My two childhood friends who I rode along with were commiserating about some internal cop stuff with your FTO and you and I got to know one another. I told you I was 'thinking' about applying to to Ca PD ( I was home on leave from the Army) and that I attended 9th grade at the Catholic HS down the street (St Anthony) and hated it! I told you I hated private school ( I attended Catholic elementary and middle school). I also told you I wanted to attend HS at Poly with my two childhood friends I rode with and i got myself kicked out of St Anthony on purpose. You chuckled and said "your parents must've been disappointed." I said "And then some!" That's when you told me you were a former Marine and OCSD lateral, You wanted to work the street and you said If I didn't want to work in a jail for a few years I should go PD after the Army.
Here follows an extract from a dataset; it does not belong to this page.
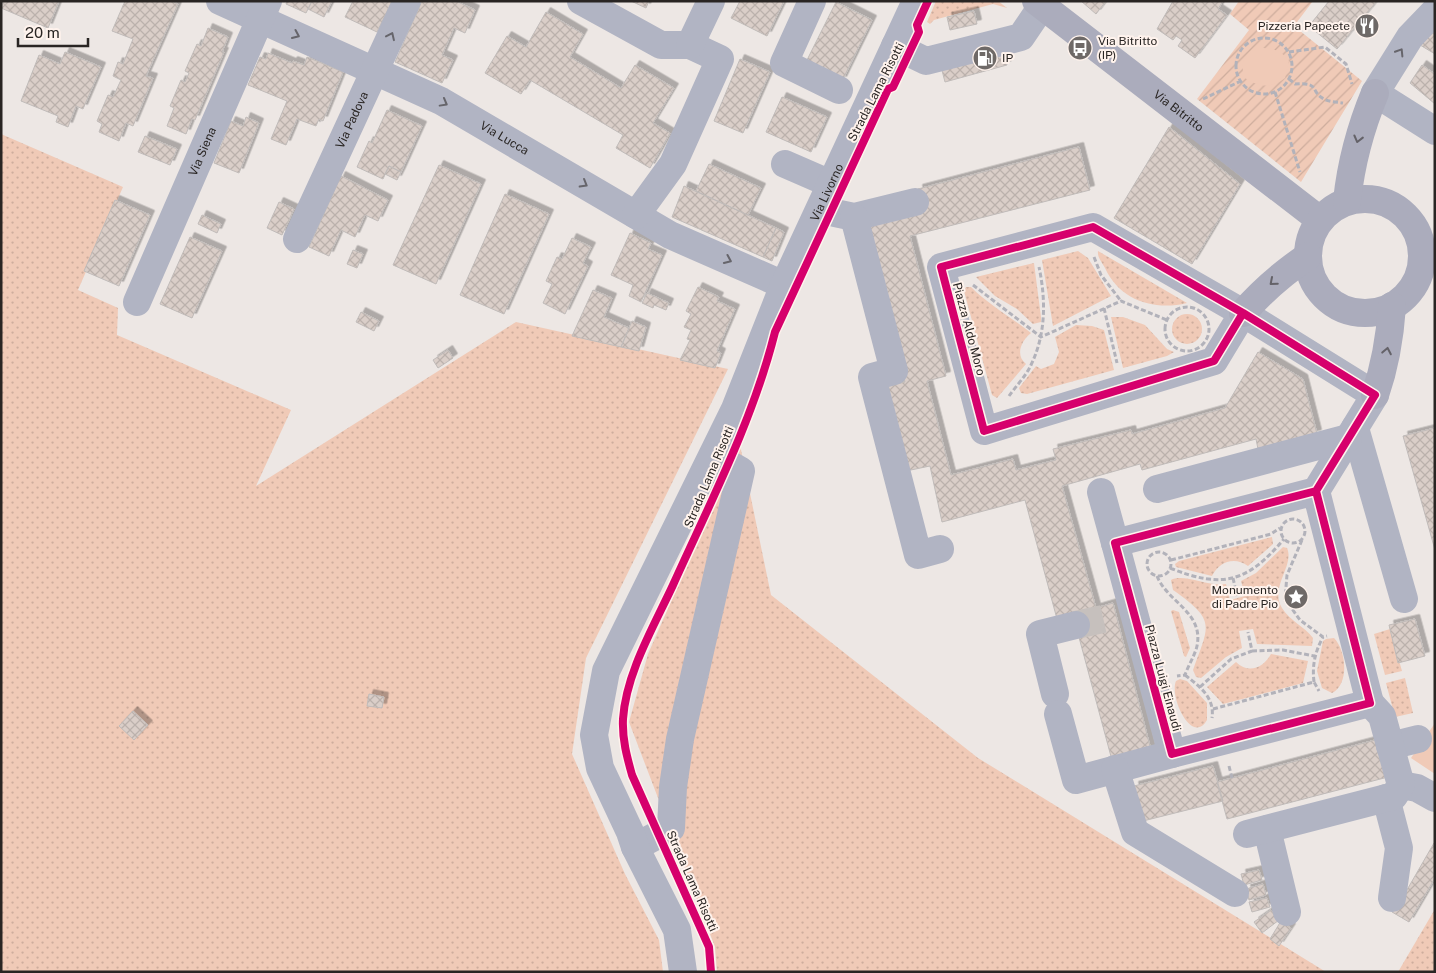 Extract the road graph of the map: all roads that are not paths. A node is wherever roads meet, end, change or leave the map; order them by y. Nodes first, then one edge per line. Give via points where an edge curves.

My two friends and I left and I said," what's the chance of Daryle making it to your PD?" One of the two latereled from LASD three years prior and he said "Daryle is good people, he's smart, he's on point and he'll make it, hell he'll be our boss one day." That was a big impression on me.
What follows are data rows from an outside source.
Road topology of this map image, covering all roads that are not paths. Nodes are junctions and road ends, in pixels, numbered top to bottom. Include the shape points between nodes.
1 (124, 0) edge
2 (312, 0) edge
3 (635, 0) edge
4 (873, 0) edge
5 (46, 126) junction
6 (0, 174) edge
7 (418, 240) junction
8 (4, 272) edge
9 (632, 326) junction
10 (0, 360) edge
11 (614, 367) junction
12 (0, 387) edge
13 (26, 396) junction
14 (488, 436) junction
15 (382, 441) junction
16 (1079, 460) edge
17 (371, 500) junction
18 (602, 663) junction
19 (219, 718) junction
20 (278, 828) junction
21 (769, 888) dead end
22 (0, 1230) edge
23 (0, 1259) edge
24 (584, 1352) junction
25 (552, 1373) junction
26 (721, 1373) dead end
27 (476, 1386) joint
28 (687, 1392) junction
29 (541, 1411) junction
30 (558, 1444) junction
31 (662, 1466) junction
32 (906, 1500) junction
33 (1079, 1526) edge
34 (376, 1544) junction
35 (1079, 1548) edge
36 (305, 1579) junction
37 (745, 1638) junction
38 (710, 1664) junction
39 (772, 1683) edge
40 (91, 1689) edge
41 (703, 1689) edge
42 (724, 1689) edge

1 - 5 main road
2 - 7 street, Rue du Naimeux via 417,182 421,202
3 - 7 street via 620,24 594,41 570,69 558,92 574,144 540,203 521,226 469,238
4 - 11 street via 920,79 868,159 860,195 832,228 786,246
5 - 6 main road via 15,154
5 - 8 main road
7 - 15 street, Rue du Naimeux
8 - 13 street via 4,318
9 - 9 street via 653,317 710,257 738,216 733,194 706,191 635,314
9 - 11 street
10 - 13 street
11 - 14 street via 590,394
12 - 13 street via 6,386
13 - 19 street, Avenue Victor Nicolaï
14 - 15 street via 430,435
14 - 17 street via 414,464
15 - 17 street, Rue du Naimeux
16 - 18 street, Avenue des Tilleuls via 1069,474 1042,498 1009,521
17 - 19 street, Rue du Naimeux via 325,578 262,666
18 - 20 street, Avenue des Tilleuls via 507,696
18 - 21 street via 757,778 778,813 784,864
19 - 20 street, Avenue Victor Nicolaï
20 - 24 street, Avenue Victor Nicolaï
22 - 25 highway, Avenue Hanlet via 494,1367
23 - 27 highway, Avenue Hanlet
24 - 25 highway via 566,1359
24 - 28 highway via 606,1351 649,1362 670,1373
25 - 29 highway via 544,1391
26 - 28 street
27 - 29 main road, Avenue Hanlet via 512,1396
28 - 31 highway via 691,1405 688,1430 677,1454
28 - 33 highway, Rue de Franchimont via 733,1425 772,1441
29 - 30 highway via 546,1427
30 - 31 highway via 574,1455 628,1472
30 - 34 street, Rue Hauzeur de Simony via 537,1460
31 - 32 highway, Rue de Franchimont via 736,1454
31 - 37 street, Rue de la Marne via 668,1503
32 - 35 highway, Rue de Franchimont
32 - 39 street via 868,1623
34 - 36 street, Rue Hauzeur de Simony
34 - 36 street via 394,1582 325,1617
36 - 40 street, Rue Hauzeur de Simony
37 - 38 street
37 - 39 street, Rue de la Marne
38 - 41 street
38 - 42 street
The second time I met you was in 1997. You were in the Gang unit, I don't remember who you were partnered with you I was with the same two friends. We were at Super Mex on Atlantic. I remember when You saw me and you gave me a great handshake and a hug. You asked if I was applying, I told you I was staying in the Army. I was now with a unit that was going to be awesome and I was travelling all over. Then you and I talked as my two pals talked with your partner. When we all left after a great meal one of my pals said "Daryle's gonna be chief one day, at least a commander.. He's the criminal whisperer and the citizens love him." That made an impression on me. Really did. That was the last time I saw you and I remember that smile and you told me to be safe out in the world.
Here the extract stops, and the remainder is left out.